Something is Killing the Children Vol. 3
James Tynion IV, writer; Werther Dell’Edera, illustrator; Miquel Muerto, colorist
BOOM! Studios, 2021
This collection opens with Archer’s Peak in lockdown, with almost the whole town hiding in the high school auditorium. Erica Slaughter is desperately trying to regain control of the situation, but when the House of Slaughter arrives it appears that they may have keeping the existence of monsters a secret as their only priority. They begin by cutting the town off from the outside world, and things don’t look good for the survival of the townspeople, who have seen far too much that cannot be explained away rationally. Erica has an epic monster fight (with James’ help, although he seems to have had a surprising role in the appearance of the monsters). The coverup becomes unnecessary when someone agrees to take the fall for the monster murders. Erica meets with the Dragon and renounces both the House of Slaughter and the Order of St. George. The final scene shows both her and James heading out of town on a bus. The end of this part of the story, but clearly there is more to tell.

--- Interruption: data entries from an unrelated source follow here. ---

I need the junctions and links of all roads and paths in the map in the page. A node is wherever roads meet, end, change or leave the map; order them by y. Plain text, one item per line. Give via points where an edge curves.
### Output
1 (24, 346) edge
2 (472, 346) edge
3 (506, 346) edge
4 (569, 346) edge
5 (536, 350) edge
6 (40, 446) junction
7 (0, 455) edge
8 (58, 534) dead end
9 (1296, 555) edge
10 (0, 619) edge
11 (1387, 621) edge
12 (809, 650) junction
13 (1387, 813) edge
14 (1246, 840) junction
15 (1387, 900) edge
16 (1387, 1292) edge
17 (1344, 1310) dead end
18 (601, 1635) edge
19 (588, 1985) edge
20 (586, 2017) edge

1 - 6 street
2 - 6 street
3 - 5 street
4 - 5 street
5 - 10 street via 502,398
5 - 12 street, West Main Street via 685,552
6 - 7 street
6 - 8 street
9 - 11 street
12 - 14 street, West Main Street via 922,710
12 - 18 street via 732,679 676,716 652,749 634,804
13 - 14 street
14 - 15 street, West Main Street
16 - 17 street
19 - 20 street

Hey Kids! Comics! Volume 2: Prophets & Loss
Howard Chaykin, writer & artist; Yen Nitro, colorist; Ken Bruzenak: letterer
Image Comics, 2022
Chaykin continues his faux-history of the comic book industry in this second (and final?) installment. Like the first volume, the story jumps around from decade to decade. The story begins in 1970, with a young comic book fan (at a time when comics are not cool); then jumps back to 1951, where some of those beloved comics were created (despite all of the challenges, including a crusader named Martin Westgate who declares comics to represent “the corruption of today’s youth”). That story concludes with the creation of the Comics Code Authority and the introduction of the black and white humor magazine Wak, a clear reference to Mad Magazine (rendered in black and white for dramatic effect). The timetable includes 1955 (“…and the blush is off the rose”); 1958 (“And the laughs just won’t stop”); 1960 (“and the times they are a-changing”); 1962; 1964; 1965; 1971 (“…and you’ve come a long way, baby”); 1975 (“California dreaming”); and 2002 (“And a hometown boy makes good”). There are lots of comic convention scenes, and since Chaykin takes the narrative into his own lifetime the story is a bit more personal than the first installment (but in the back matter he muses about the universality of his experience). The back matter also includes several short comics.
Stillwater Vol. 2: Always Loyal
Chip Zdarsky, creator/writer; Ramón Pérez, creator/artist; Mike Spicer, colorist
Image Comics, 2022
The previous volume ended in chaos and confusion, the town courthouse blown up in a coup attempt. Ted’s Marine buddy Kreegs and his crew move in and take over. Daniel and Laura were part of the rebellion, but after the debacle they decided to run (just as mystified by the explosion as everyone else, but sure they will be blamed for it anyway). The Marines spread out to contain the rebels, and they get caught up in it. Daniel gets help from an unexpected source: one of the Stillwater children. Turns out that the children have been planning their own coup for a long time, hoping for a chance to grow up. Flashbacks show them working on it from the time Daniel arrived, staging events for his benefit. Things are a little different with Galen (the head child) and the militia in charge in place of the Judge–but not by much. There are also several flashbacks that reveal the backdrop to the structure of the town: how the sheriff does the job, as well as the judge. Laura takes an infant out of town, the child most in need of a “normal” maturation process. When Laura returns to town for her son, there is the possibility of an effective rebellion, which comes to a truly surprising conclusion. She saves her son in an unexpected way, which may have remarkable repercussions. I have to say that Pérez’s art seemed far sketchier and more minimal than I remembered, but it does the job.